Return the lines below that contain the word "lineWidth".

[Records from a data collection]
Start of Block
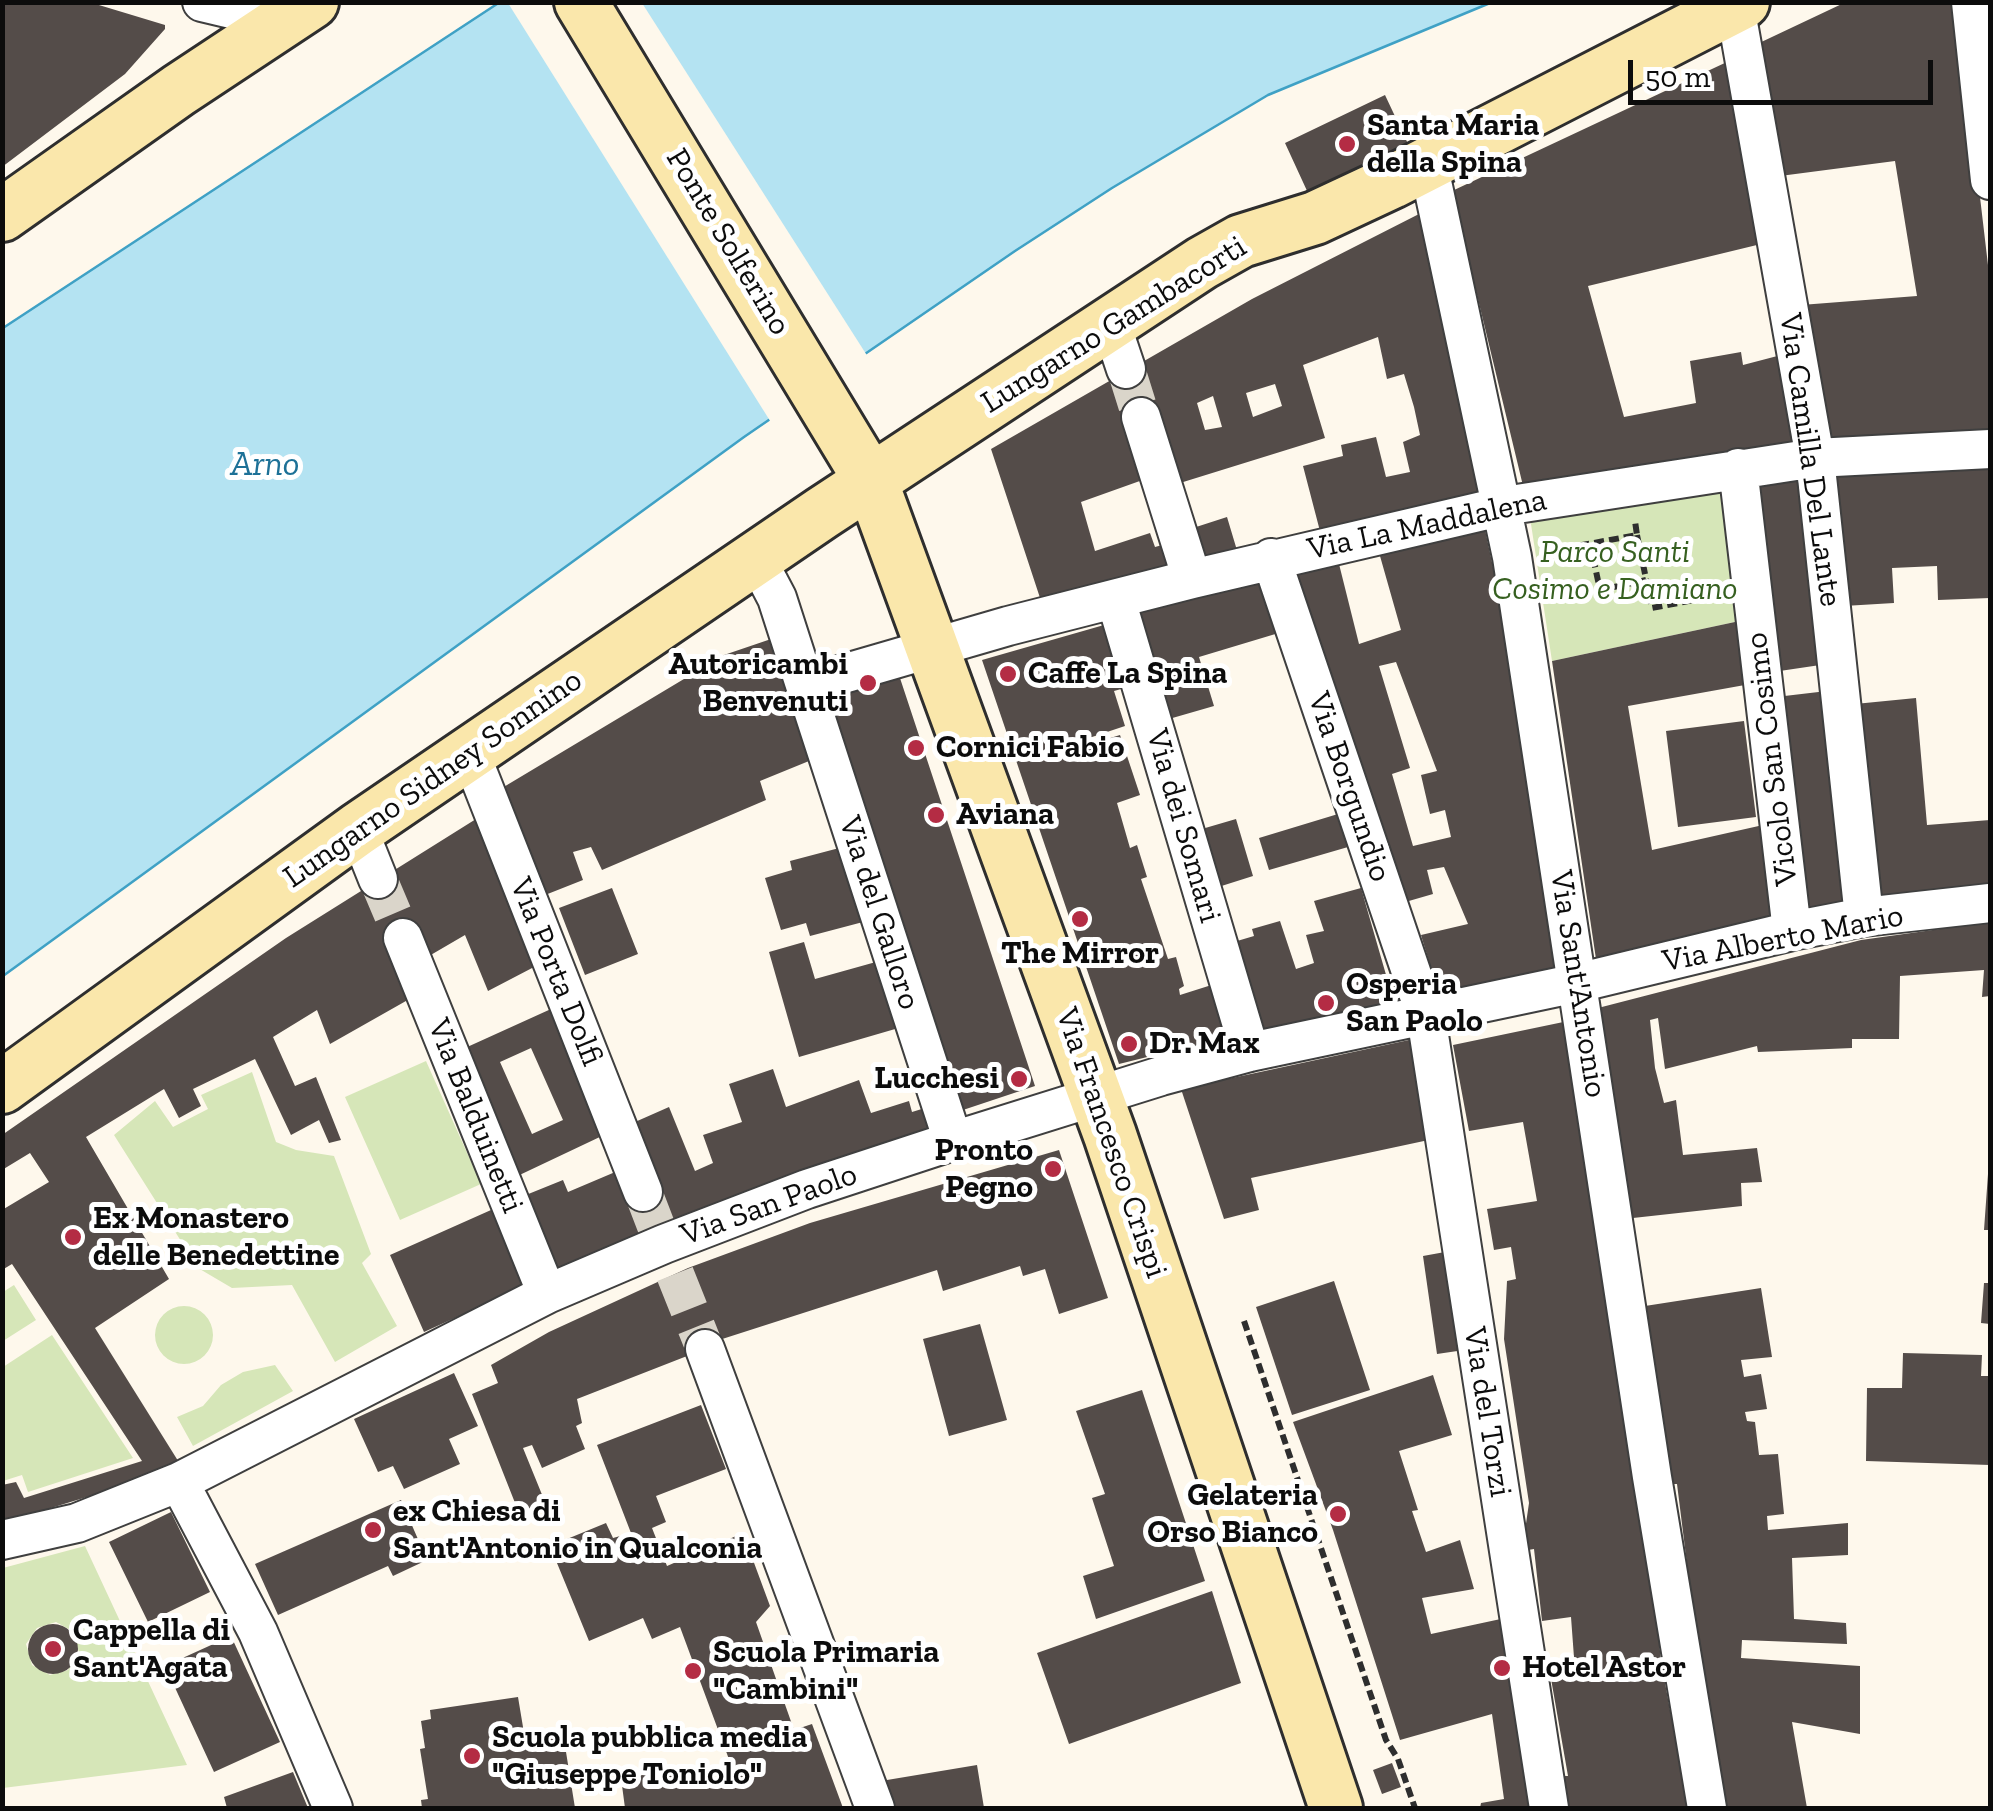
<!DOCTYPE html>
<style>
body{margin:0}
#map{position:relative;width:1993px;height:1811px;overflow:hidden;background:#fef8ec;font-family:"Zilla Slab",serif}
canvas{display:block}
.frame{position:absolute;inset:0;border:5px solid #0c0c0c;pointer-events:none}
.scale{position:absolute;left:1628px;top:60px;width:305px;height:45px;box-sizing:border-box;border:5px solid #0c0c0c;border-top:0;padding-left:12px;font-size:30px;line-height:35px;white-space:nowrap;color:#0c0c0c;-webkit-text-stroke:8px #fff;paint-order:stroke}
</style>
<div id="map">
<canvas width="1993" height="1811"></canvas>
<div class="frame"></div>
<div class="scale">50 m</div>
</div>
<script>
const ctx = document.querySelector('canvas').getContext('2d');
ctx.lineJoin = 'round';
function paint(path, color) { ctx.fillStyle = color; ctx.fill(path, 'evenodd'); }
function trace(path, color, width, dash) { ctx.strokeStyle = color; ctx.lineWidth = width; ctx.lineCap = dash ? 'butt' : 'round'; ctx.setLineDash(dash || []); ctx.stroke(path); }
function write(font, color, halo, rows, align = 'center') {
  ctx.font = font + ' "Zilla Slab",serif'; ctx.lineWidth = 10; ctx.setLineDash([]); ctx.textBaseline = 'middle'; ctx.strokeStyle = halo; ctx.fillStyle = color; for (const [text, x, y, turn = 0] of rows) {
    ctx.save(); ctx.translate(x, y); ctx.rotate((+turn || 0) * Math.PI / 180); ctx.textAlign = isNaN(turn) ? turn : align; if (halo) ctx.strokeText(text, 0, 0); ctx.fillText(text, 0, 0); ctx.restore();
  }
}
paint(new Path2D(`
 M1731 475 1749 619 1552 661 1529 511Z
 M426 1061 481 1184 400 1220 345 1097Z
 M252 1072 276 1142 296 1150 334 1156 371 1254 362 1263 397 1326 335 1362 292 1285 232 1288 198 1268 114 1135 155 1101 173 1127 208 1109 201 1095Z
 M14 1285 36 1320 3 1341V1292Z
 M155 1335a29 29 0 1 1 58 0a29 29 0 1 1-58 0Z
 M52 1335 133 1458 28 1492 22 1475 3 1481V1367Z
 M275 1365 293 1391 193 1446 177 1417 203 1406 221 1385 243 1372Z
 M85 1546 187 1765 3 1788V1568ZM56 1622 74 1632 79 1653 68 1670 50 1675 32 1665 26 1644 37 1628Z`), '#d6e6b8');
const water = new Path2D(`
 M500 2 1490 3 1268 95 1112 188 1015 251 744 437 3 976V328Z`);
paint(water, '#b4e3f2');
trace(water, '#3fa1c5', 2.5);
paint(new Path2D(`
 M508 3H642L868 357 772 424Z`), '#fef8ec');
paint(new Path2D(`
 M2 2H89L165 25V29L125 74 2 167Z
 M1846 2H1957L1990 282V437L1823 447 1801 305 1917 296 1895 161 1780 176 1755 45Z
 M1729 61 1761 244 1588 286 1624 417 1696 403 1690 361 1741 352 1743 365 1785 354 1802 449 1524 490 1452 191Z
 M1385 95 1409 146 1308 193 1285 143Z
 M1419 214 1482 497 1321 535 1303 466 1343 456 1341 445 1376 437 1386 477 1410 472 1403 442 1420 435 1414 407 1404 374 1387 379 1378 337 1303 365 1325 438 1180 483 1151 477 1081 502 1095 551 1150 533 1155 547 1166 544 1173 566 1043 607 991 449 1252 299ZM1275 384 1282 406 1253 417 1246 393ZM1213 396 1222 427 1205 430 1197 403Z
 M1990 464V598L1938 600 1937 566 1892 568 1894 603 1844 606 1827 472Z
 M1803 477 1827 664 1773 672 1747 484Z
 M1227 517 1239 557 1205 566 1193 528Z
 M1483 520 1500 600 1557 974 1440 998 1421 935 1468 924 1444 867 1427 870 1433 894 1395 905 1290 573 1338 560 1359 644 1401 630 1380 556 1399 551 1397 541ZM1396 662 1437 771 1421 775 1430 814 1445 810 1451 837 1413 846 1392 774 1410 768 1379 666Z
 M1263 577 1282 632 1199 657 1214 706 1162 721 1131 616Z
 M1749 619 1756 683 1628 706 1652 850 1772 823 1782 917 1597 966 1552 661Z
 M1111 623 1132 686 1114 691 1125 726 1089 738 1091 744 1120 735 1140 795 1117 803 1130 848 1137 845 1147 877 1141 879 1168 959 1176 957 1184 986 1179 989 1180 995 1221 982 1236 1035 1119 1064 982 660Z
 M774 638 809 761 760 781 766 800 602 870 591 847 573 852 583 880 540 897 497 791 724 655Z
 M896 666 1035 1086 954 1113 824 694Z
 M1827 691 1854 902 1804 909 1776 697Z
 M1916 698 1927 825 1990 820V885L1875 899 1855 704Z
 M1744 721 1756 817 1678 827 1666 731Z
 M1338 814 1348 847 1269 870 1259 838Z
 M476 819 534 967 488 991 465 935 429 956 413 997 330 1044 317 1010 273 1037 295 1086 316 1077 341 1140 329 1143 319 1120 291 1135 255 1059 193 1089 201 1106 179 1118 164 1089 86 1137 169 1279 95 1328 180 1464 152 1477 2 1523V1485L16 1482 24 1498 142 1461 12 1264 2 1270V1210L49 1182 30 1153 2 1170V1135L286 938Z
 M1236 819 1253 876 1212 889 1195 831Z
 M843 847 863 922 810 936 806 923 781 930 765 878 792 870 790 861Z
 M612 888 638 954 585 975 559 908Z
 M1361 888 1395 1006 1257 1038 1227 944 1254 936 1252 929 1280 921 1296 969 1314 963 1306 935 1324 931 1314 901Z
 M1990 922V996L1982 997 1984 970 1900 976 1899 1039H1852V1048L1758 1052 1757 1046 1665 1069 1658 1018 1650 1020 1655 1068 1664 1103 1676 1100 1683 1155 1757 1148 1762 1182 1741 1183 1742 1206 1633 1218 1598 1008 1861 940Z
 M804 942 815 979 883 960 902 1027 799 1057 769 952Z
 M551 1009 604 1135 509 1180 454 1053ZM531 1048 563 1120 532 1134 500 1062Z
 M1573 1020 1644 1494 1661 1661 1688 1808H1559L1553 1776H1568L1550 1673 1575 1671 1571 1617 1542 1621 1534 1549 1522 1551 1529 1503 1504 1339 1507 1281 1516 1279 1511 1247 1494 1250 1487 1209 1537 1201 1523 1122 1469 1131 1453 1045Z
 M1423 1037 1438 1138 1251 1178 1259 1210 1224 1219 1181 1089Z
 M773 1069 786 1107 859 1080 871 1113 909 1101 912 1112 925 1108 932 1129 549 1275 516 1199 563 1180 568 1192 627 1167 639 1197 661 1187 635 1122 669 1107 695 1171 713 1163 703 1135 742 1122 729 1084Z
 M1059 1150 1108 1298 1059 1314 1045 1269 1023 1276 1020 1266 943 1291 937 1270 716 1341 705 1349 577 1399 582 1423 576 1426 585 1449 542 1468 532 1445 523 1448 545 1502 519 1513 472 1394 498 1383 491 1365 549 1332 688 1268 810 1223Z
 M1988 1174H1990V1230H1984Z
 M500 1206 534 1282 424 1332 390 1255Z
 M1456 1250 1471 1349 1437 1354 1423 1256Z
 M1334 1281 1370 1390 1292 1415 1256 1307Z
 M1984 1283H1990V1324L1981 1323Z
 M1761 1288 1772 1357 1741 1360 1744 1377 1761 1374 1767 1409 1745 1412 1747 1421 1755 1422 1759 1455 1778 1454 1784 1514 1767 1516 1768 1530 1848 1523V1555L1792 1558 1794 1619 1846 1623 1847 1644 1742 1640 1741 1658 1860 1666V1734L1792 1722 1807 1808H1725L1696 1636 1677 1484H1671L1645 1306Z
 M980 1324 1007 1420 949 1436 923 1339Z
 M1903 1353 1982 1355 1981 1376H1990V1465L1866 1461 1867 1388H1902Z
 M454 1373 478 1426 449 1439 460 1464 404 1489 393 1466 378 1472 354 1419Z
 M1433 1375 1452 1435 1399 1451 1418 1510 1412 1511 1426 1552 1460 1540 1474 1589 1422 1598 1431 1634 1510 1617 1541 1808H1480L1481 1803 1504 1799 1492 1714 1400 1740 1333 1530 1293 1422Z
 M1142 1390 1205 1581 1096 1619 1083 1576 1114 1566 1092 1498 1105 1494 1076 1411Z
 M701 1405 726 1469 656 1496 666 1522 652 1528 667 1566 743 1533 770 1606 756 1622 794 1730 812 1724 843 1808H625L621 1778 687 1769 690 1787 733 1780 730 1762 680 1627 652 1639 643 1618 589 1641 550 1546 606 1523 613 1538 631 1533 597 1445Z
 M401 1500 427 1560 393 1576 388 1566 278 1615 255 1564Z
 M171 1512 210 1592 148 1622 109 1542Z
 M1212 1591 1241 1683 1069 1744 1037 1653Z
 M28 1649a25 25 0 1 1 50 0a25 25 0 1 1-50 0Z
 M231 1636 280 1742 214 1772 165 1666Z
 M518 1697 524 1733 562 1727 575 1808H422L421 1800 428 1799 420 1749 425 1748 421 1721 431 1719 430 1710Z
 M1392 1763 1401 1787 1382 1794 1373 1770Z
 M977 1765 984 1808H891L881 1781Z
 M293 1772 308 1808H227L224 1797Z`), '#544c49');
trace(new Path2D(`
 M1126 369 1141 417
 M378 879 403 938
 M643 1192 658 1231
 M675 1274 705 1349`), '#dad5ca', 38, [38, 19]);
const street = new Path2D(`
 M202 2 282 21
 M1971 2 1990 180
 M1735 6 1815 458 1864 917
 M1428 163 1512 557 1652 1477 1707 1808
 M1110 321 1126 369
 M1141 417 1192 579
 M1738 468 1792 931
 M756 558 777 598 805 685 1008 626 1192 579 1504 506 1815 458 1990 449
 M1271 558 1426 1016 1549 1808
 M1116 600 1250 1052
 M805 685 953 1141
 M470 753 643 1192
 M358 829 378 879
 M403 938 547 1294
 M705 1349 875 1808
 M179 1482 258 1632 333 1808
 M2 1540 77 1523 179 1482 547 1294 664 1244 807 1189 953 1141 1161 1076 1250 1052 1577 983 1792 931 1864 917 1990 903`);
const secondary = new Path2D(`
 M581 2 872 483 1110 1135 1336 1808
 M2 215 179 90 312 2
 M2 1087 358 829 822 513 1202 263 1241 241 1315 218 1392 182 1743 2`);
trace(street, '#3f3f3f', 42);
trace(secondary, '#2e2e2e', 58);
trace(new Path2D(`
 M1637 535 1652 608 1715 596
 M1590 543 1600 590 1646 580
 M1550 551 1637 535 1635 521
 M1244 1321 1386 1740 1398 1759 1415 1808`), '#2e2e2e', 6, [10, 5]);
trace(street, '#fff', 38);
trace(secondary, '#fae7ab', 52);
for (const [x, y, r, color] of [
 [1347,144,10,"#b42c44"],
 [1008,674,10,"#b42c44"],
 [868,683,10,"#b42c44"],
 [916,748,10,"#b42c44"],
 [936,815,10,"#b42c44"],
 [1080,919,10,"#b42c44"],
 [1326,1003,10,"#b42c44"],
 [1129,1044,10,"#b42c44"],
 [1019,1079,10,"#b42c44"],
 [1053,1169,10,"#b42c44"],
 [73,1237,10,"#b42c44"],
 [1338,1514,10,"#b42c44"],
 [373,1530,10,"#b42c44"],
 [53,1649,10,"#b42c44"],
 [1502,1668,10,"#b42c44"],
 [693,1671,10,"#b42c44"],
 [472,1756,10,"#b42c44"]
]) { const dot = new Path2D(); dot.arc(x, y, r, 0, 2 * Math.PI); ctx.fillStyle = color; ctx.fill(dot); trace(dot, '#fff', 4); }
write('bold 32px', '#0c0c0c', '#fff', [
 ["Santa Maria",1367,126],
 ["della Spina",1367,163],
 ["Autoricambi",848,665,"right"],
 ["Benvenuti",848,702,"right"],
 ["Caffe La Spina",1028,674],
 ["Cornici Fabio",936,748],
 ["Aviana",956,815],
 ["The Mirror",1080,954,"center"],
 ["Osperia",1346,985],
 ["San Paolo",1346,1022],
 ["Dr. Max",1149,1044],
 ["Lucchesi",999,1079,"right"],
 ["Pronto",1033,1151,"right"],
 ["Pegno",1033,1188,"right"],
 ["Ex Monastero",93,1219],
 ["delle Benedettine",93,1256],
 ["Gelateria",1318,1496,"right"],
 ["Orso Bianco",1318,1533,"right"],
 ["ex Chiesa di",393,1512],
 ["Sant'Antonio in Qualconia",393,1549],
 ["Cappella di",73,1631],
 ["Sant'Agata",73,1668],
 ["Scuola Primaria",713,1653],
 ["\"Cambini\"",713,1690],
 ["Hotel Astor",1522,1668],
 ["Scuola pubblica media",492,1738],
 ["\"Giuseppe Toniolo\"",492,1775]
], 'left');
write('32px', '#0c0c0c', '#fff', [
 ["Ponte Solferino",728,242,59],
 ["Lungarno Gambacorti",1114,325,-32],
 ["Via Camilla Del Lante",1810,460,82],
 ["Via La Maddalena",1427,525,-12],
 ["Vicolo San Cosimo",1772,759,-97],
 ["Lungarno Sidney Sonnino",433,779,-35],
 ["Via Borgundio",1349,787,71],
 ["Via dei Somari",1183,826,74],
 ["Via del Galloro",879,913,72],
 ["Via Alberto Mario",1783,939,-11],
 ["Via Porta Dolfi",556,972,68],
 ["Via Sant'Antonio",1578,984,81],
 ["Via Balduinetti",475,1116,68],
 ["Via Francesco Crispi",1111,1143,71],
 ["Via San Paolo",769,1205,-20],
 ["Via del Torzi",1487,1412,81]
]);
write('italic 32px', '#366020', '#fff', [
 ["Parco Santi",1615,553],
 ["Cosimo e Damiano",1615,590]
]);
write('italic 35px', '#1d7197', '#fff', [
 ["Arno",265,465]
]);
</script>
End of Block
▸ EXPECTED ANSWER
function trace(path, color, width, dash) { ctx.strokeStyle = color; ctx.lineWidth = width; ctx.lineCap = dash ? 'butt' : 'round'; ctx.setLineDash(dash || []); ctx.stroke(path); }
  ctx.font = font + ' "Zilla Slab",serif'; ctx.lineWidth = 10; ctx.setLineDash([]); ctx.textBaseline = 'middle'; ctx.strokeStyle = halo; ctx.fillStyle = color; for (const [text, x, y, turn = 0] of rows) {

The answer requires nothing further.